What to consider when picking your first dataset to open?

By now you should have a good idea what your data looks like and how copyright works in your jurisdiction. To put this theory in to practice, the next step is to pick one or more datasets, this can be an entire collection or a subset of a collection. To do this, we have developed a couple of guidelines to help you with the selection. 

If you completed the previous task you should have a list of all the data of your institution. Now we're going to divide the sets in 4 categories:

  1. Metadata
  2. Content in the Public Domain
  3. Content of which you own the copyright yourself
  4. Content to which third parties own the copyright. 

Who owns Copyright?

Before we continue to divide the data into the aforementioned categories, it's a good idea to take a look at who actually owns copyright in some standard scenarios. It's important to know that your copyright has nothing to do with ownership. So you don't usually own copyright to the collections that you manage. The main rule is that the creator/author has the copyright. However there are some exceptions possible. What if someone creates a work in service of someone else or for a company/institution? You have to make a distinction whether the work is created within the terms of a contract of employment or rather as a freelance project. If the work is created by an employee, copyright is automatically transferred to their employer, unless otherwise stipulated in the contract. If you are working with freelancers or other third party creators, it's the opposite. They keep their copyright unless these are explicitly transferred to your institution. 

If your institution is regularly working with freelancers or third party contractors for the creation, management, maintenance or digitization of collections, it might be a good idea to make sure copyrights are always transferred so they can be governed centrally. 

In situations where the original author/creator has passed away and copyright doesn't end with his passing, it's automatically transferred to his heirs, in which case you'll have to get permission of all the heirs to make use of the work. 

It gets even more complicated, because the original author can also transfer his copyright or grant (exclusive) licenses for his work. In this case he usually keeps some properties of his copyright (mostly the so-called moral rights in case they exist in your jurisdiction), but the majority of rights then belong to someone else. Transfer of copyright is a wide spread practice in the world of book publishing and also for audio and video productions. 

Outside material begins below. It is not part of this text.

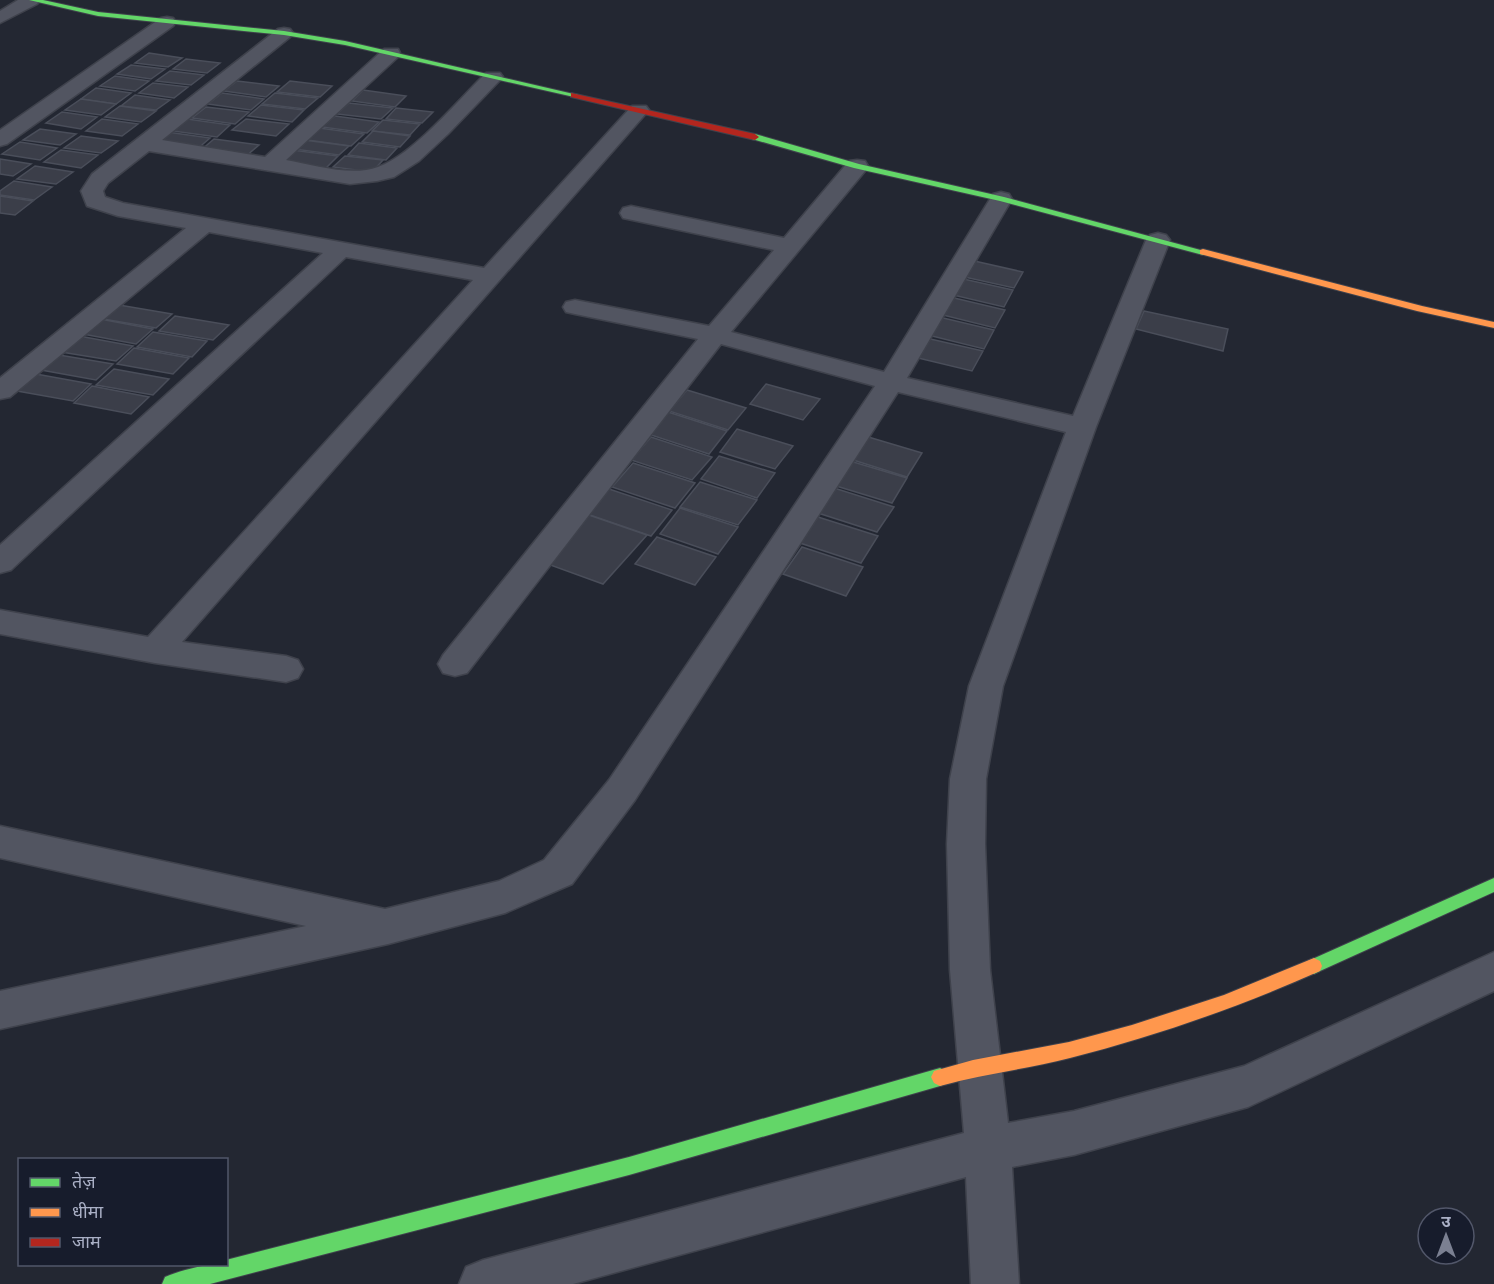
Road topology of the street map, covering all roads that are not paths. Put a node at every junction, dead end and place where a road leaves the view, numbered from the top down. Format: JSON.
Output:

Following the principles of the previous paragraph, copyright on metadata will usually belong to your institution, unless you make use of freelancers or third parties to create metadata for your collection. If this is the case, your should take a look at these individual contracts to determine wether there's a transfer of copyright or not. 

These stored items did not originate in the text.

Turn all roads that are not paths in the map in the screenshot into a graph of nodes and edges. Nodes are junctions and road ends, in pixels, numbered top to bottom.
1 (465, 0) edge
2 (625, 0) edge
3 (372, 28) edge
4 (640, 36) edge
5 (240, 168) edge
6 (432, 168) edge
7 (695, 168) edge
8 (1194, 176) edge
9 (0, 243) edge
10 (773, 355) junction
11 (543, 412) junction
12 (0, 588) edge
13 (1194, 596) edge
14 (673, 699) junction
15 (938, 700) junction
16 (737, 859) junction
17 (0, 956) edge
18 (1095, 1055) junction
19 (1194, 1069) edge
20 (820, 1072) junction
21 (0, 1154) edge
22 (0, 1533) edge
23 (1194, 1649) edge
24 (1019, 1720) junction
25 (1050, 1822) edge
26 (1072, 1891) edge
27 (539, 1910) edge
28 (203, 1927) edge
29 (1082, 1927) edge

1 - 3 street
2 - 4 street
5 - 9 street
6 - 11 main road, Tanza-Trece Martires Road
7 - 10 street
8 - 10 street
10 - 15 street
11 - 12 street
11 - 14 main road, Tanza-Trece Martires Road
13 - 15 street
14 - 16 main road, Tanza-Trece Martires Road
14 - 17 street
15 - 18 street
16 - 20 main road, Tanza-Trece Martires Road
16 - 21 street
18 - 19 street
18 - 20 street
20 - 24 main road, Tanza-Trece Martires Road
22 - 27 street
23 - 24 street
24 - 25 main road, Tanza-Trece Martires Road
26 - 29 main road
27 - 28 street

If your institution owns the copyright you should have no legal problems when making the metadata available as open culture data. Therefore, metadata sets are usually a good starting point for institutions who want to open up their data. 

Public Domain

Works in the Public Domain are no longer protected by copyright. In this case everyone can make use of the work without permission. Actually you can say that Public Domain is the default setting for creative works and that copyright creates a temporary exception for exclusive exploitation of the work. If your collections, or parts of it, consist of works in the Public Domain, opening it should pose few problems. If your institution makes Public Domain works available, you should make it clear to end users that copyright is no longer applicable . A perfect way to do this is by using the Creative Commons Public Domain Mark. More about this tool in the next task!

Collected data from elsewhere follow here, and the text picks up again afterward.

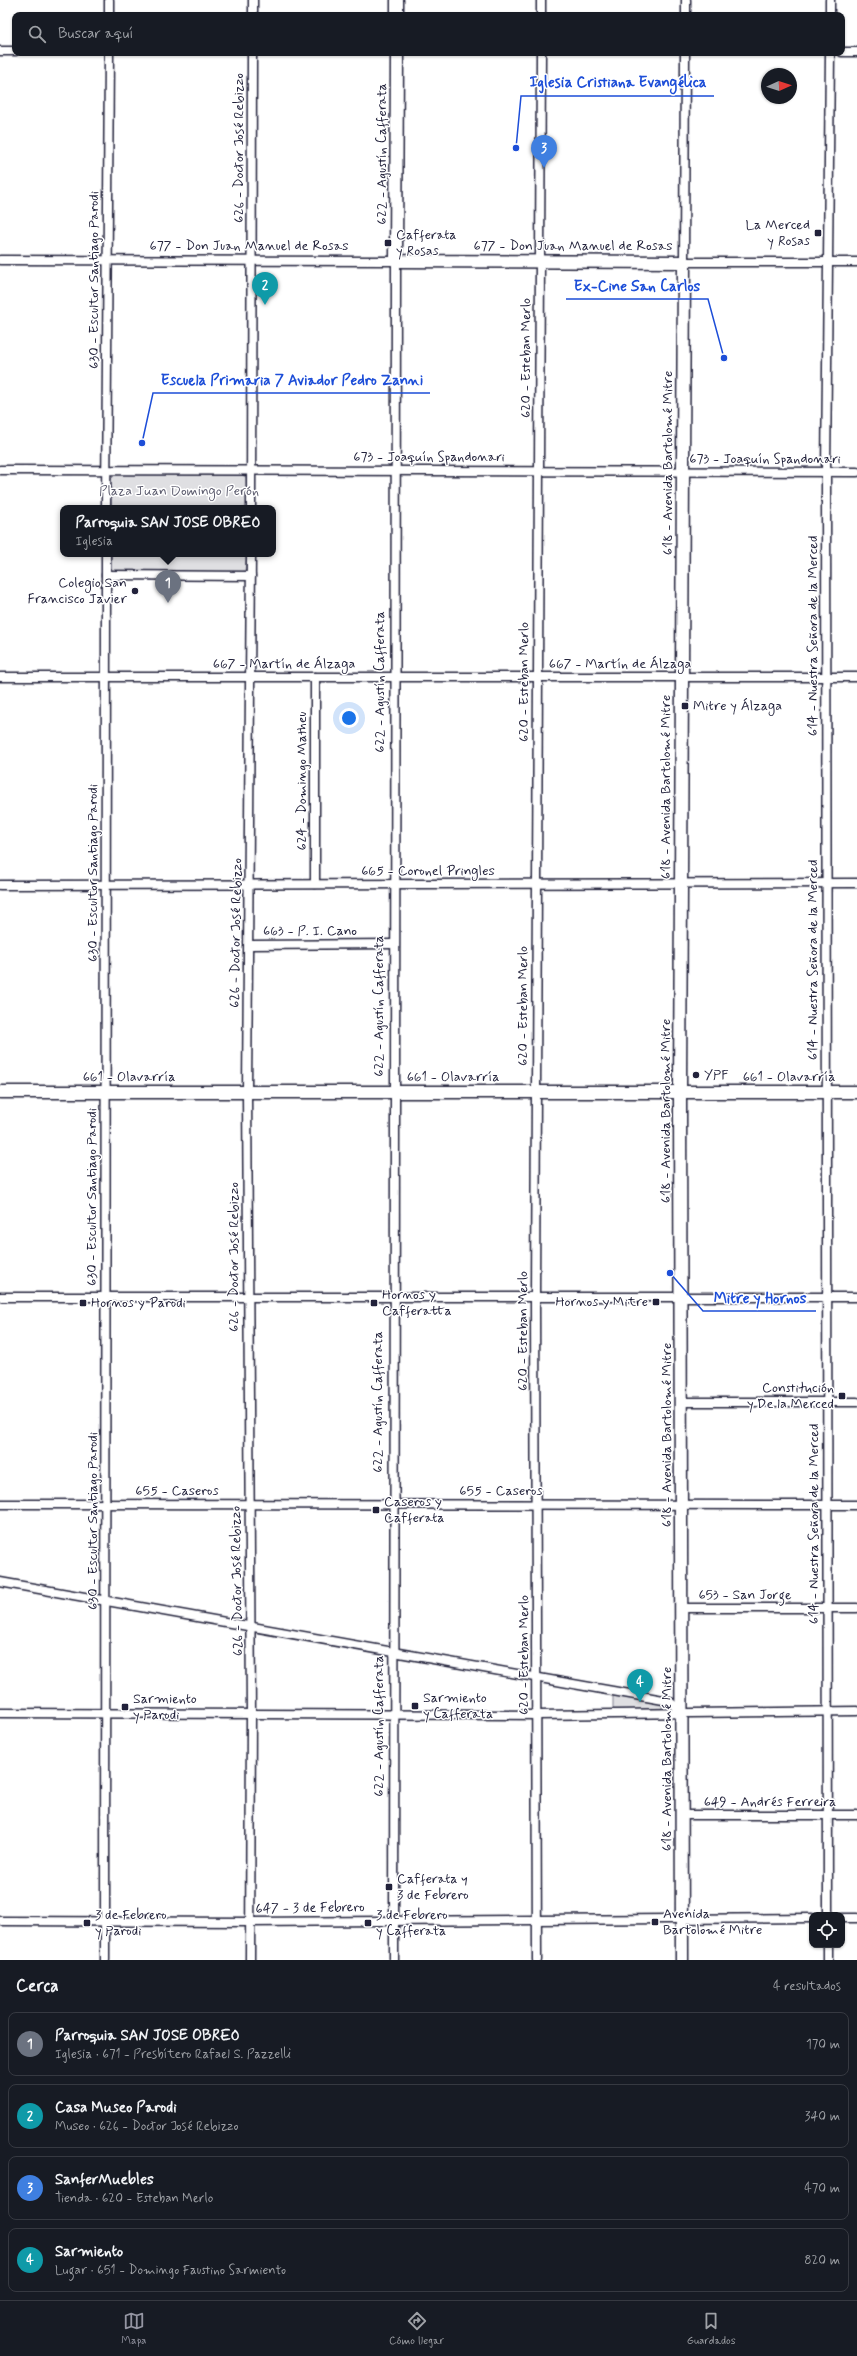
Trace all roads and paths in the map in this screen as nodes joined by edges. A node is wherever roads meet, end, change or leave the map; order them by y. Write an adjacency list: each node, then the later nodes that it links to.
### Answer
1 (109, 0): 7 (street)
2 (253, 0): 8 (street)
3 (397, 0): 9 (main road)
4 (541, 0): 10 (street)
5 (686, 0): 11 (street)
6 (830, 0): 12 (street)
7 (109, 12)
8 (253, 12)
9 (397, 12)
10 (541, 12)
11 (686, 12)
12 (830, 12)
13 (0, 51): 14 (street)
14 (12, 51)
15 (845, 52): 16 (street)
16 (857, 52)
17 (109, 56): 24 (street, 630 - Escultor Santiago Parodi)
18 (252, 56): 25 (street, 626 - Doctor José Rebizzo)
19 (397, 56): 26 (main road, 622 - Agustín Cafferata)
20 (541, 56): 27 (street, 620 - Esteban Merlo)
21 (685, 56): 28 (street)
22 (830, 56): 29 (street, 614 - Nuestra Señora de la Merced)
23 (0, 260): 24 (street, 677 - Don Juan Manuel de Rosas)
24 (107, 260): 25 (street, 677 - Don Juan Manuel de Rosas); 32 (street, 630 - Escultor Santiago Parodi)
25 (251, 260): 26 (street, 677 - Don Juan Manuel de Rosas); 33 (street, 626 - Doctor José Rebizzo)
26 (396, 261): 27 (main road, 677 - Don Juan Manuel de Rosas); 34 (street, 622 - Agustín Cafferata)
27 (540, 261): 28 (main road, 677 - Don Juan Manuel de Rosas); 35 (street, 620 - Esteban Merlo)
28 (684, 262): 29 (street, 677 - Don Juan Manuel de Rosas); 36 (main road, 618 - Avenida Bartolomé Mitre)
29 (828, 262): 30 (street, 677 - Don Juan Manuel de Rosas); 37 (street, 614 - Nuestra Señora de la Merced)
30 (857, 262)
31 (0, 470): 32 (street, 673 - Joaquín Spandonari)
32 (106, 470): 33 (street, 673 - Joaquín Spandonari); 39 (street, 630 - Escultor Santiago Parodi)
33 (251, 470): 34 (street, 673 - Joaquín Spandonari); 40 (street, 626 - Doctor José Rebizzo)
34 (395, 470): 35 (street, 673 - Joaquín Spandonari); 47 (street, 622 - Agustín Cafferata)
35 (538, 470): 36 (street, 673 - Joaquín Spandonari); 52 (street, 620 - Esteban Merlo)
36 (683, 472): 37 (street, 673 - Joaquín Spandonari); 48 (main road, 618 - Avenida Bartolomé Mitre)
37 (826, 472): 38 (street, 673 - Joaquín Spandonari); 53 (street, 614 - Nuestra Señora de la Merced)
38 (857, 472)
39 (106, 505)
40 (251, 505)
41 (106, 557): 43 (street, 630 - Escultor Santiago Parodi)
42 (251, 557): 44 (street, 626 - Doctor José Rebizzo)
43 (106, 575): 44 (street); 46 (street, 630 - Escultor Santiago Parodi)
44 (251, 576): 50 (street, 626 - Doctor José Rebizzo)
45 (0, 677): 46 (street, 667 - Martín de Álzaga)
46 (106, 677): 50 (street, 667 - Martín de Álzaga); 61 (street, 630 - Escultor Santiago Parodi)
47 (395, 677): 51 (street, 667 - Martín de Álzaga); 52 (street, 667 - Martín de Álzaga); 57 (street, 622 - Agustín Cafferata)
48 (681, 677): 52 (street, 667 - Martín de Álzaga); 53 (street, 667 - Martín de Álzaga); 59 (main road, 618 - Avenida Bartolomé Mitre)
49 (857, 677): 53 (street, 667 - Martín de Álzaga)
50 (250, 678): 51 (street, 667 - Martín de Álzaga); 62 (street, 626 - Doctor José Rebizzo)
51 (315, 678): 56 (street, 624 - Domingo Matheu)
52 (537, 678): 58 (street, 620 - Esteban Merlo)
53 (827, 678): 54 (street, 614 - Nuestra Señora de la Merced)
54 (827, 883): 55 (street, 665 - Coronel Pringles); 59 (street, 665 - Coronel Pringles); 71 (street, 614 - Nuestra Señora de la Merced)
55 (857, 883)
56 (315, 884): 57 (street, 665 - Coronel Pringles); 62 (street, 665 - Coronel Pringles)
57 (395, 884): 58 (street, 665 - Coronel Pringles); 63 (street, 622 - Agustín Cafferata)
58 (537, 884): 59 (street, 665 - Coronel Pringles); 69 (street, 620 - Esteban Merlo)
59 (681, 884): 70 (main road, 618 - Avenida Bartolomé Mitre)
60 (0, 885): 61 (street, 665 - Coronel Pringles)
61 (106, 885): 62 (street, 665 - Coronel Pringles); 65 (street, 630 - Escultor Santiago Parodi)
62 (250, 885): 64 (street, 626 - Doctor José Rebizzo)
63 (394, 944): 64 (street, 663 - P. I. Cano); 68 (street, 622 - Agustín Cafferata)
64 (249, 945): 67 (street, 626 - Doctor José Rebizzo)
65 (106, 1091): 66 (main road, 661 - Olavarría); 67 (main road, 661 - Olavarría); 74 (street, 630 - Escultor Santiago Parodi)
66 (0, 1092)
67 (247, 1092): 68 (main road, 661 - Olavarría); 79 (street, 626 - Doctor José Rebizzo)
68 (394, 1092): 69 (main road, 661 - Olavarría); 80 (street, 622 - Agustín Cafferata)
69 (536, 1092): 70 (main road, 661 - Olavarría); 75 (street, 620 - Esteban Merlo)
70 (680, 1092): 71 (main road, 661 - Olavarría); 76 (main road, 618 - Avenida Bartolomé Mitre)
71 (826, 1092): 72 (main road, 661 - Olavarría); 77 (street, 614 - Nuestra Señora de la Merced)
72 (857, 1092)
73 (0, 1297): 74 (street)
74 (105, 1297): 79 (street); 85 (street, 630 - Escultor Santiago Parodi)
75 (536, 1297): 76 (street); 80 (street); 88 (street, 620 - Esteban Merlo)
76 (681, 1297): 77 (street); 81 (main road, 618 - Avenida Bartolomé Mitre)
77 (825, 1297): 78 (street); 82 (street, 614 - Nuestra Señora de la Merced)
78 (857, 1297)
79 (247, 1298): 80 (street); 86 (street, 626 - Doctor José Rebizzo)
80 (393, 1298): 87 (street, 622 - Agustín Cafferata)
81 (682, 1402): 82 (street); 89 (main road, 618 - Avenida Bartolomé Mitre)
82 (826, 1402): 83 (street); 90 (street, 614 - Nuestra Señora de la Merced)
83 (857, 1402)
84 (0, 1504): 85 (street, 655 - Caseros)
85 (107, 1504): 86 (street, 655 - Caseros); 93 (street, 630 - Escultor Santiago Parodi)
86 (249, 1504): 87 (street, 655 - Caseros); 97 (street, 626 - Doctor José Rebizzo)
87 (393, 1504): 88 (street, 655 - Caseros); 98 (street, 622 - Agustín Cafferata)
88 (536, 1504): 89 (street, 655 - Caseros); 99 (street, 620 - Esteban Merlo)
89 (682, 1505): 90 (street, 655 - Caseros); 94 (main road, 618 - Avenida Bartolomé Mitre)
90 (826, 1506): 91 (street, 655 - Caseros); 95 (street, 614 - Nuestra Señora de la Merced)
91 (857, 1506)
92 (0, 1582): 93 (street)
93 (106, 1600): 97 (street); 104 (street, 630 - Escultor Santiago Parodi)
94 (682, 1608): 95 (street, 653 - San Jorge); 103 (main road, 618 - Avenida Bartolomé Mitre)
95 (827, 1608): 96 (street, 653 - San Jorge); 101 (street, 614 - Nuestra Señora de la Merced)
96 (857, 1608)
97 (250, 1626): 98 (street); 105 (street, 626 - Doctor José Rebizzo)
98 (395, 1653): 99 (street); 106 (street, 622 - Agustín Cafferata)
99 (538, 1678): 103 (street); 107 (street, 620 - Esteban Merlo)
100 (857, 1711): 101 (street)
101 (827, 1712): 103 (street); 109 (street, 614 - Nuestra Señora de la Merced)
102 (0, 1713): 104 (street)
103 (682, 1713): 107 (street); 108 (main road, 618 - Avenida Bartolomé Mitre)
104 (107, 1714): 105 (street); 119 (street, 630 - Escultor Santiago Parodi)
105 (252, 1714): 106 (street); 120 (street, 626 - Doctor José Rebizzo)
106 (394, 1714): 107 (street); 117 (street, 622 - Agustín Cafferata)
107 (538, 1715): 116 (street, 620 - Esteban Merlo)
108 (684, 1815): 109 (street, 649 - Andrés Ferreira); 112 (main road, 618 - Avenida Bartolomé Mitre)
109 (827, 1815): 110 (street, 649 - Andrés Ferreira); 111 (street, 614 - Nuestra Señora de la Merced)
110 (857, 1815)
111 (828, 1912)
112 (682, 1917): 113 (street, 647 - 3 de Febrero); 116 (street, 647 - 3 de Febrero); 126 (main road, 618 - Avenida Bartolomé Mitre)
113 (809, 1918)
114 (845, 1918): 115 (street)
115 (857, 1918)
116 (537, 1919): 117 (street, 647 - 3 de Febrero); 125 (street, 620 - Esteban Merlo)
117 (394, 1920): 120 (street, 647 - 3 de Febrero); 124 (street, 622 - Agustín Cafferata)
118 (0, 1921): 119 (street, 647 - 3 de Febrero)
119 (106, 1921): 120 (street, 647 - 3 de Febrero); 122 (street, 630 - Escultor Santiago Parodi)
120 (250, 1922): 123 (street, 626 - Doctor José Rebizzo)
121 (828, 1948): 127 (street)
122 (105, 1960)
123 (250, 1960)
124 (394, 1960)
125 (537, 1960)
126 (682, 1960)
127 (828, 1960)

When you live in the EU you can use Europeana's Public Domain Calculator to determine wether your works are still copyright protected or not. If you live outside of the EU, you should consult your copyright savvy peers or try to build upon your newly acquired knowledge about copyright protection terms in your own jurisdiction. 

Works of which you own copyright

Depending on your jurisdiction this scenario will be more or less likely. In most cases however, institutions won't own copyright to the collections they manage. Exceptions might be works that were commissioned by the institution, photographs taken by the institution (not necessarily if faithful reproductions of 2D works.), texts made by the institution, cases where artists, heirs or organisations donate a collection including copyrights to the institution, etc. Even if you own the rights to some of your (sub)collections, these works probably don't make up an extensive part of your collection. They still could be useful for reuse by others tough, so you should definitely consider including these works in your open data policy. 

Since you own the copyright, it's up to you to decide wether you apply a Creative Commons license or not. Of course, we suggest you do! Get your works out there and see them getting used in ways you could never imagined! More info on these licenses and how to choose and apply them will be given in the next task. 

Works of which a third party owns copyright

The categories above pose little to no problems when it comes to opening up your data. Unfortunately, most collections will turn out to be in this last category. Here's where the theory gets simple but in practice it might be very difficult to make these works available for reuse. The general rule is that you need permission from the rights-holder to make a work available to the public. As we explained in the first paragraph of this task, the rights holder can be any of a number of people ranging from the original creator, to the heirs, or a professional publisher or other third party. If you want to open a collection of works where there's still copyright involved and you don't own it yourself, you'll need to get explicit permission for every work in the collection.

In some cases you might be able to strike a deal with a collecting society to grant a collective license to use the works in exchange for a fixed sum of money, but this technique isn't really tried and tested. 

The figure above gives a visual representation of what you should accomplish with this task. The goal is to divide your data in each of the four categories and then make an assessment of which sets would be easiest to open up. 


Make a list of your datasets and give them a green, orange or red light according to how many problems you see in attaching an open license to the set. Green should be the sets to which you own all the rights yourself or that are in the public domain. Use Yellow If you have any collections to which third parties own the rights, but you know who the rights holders are and you might be able to negotiate with them. Collections of which you don't know who the authors are or what the rights status of the works even is should be tagged Red.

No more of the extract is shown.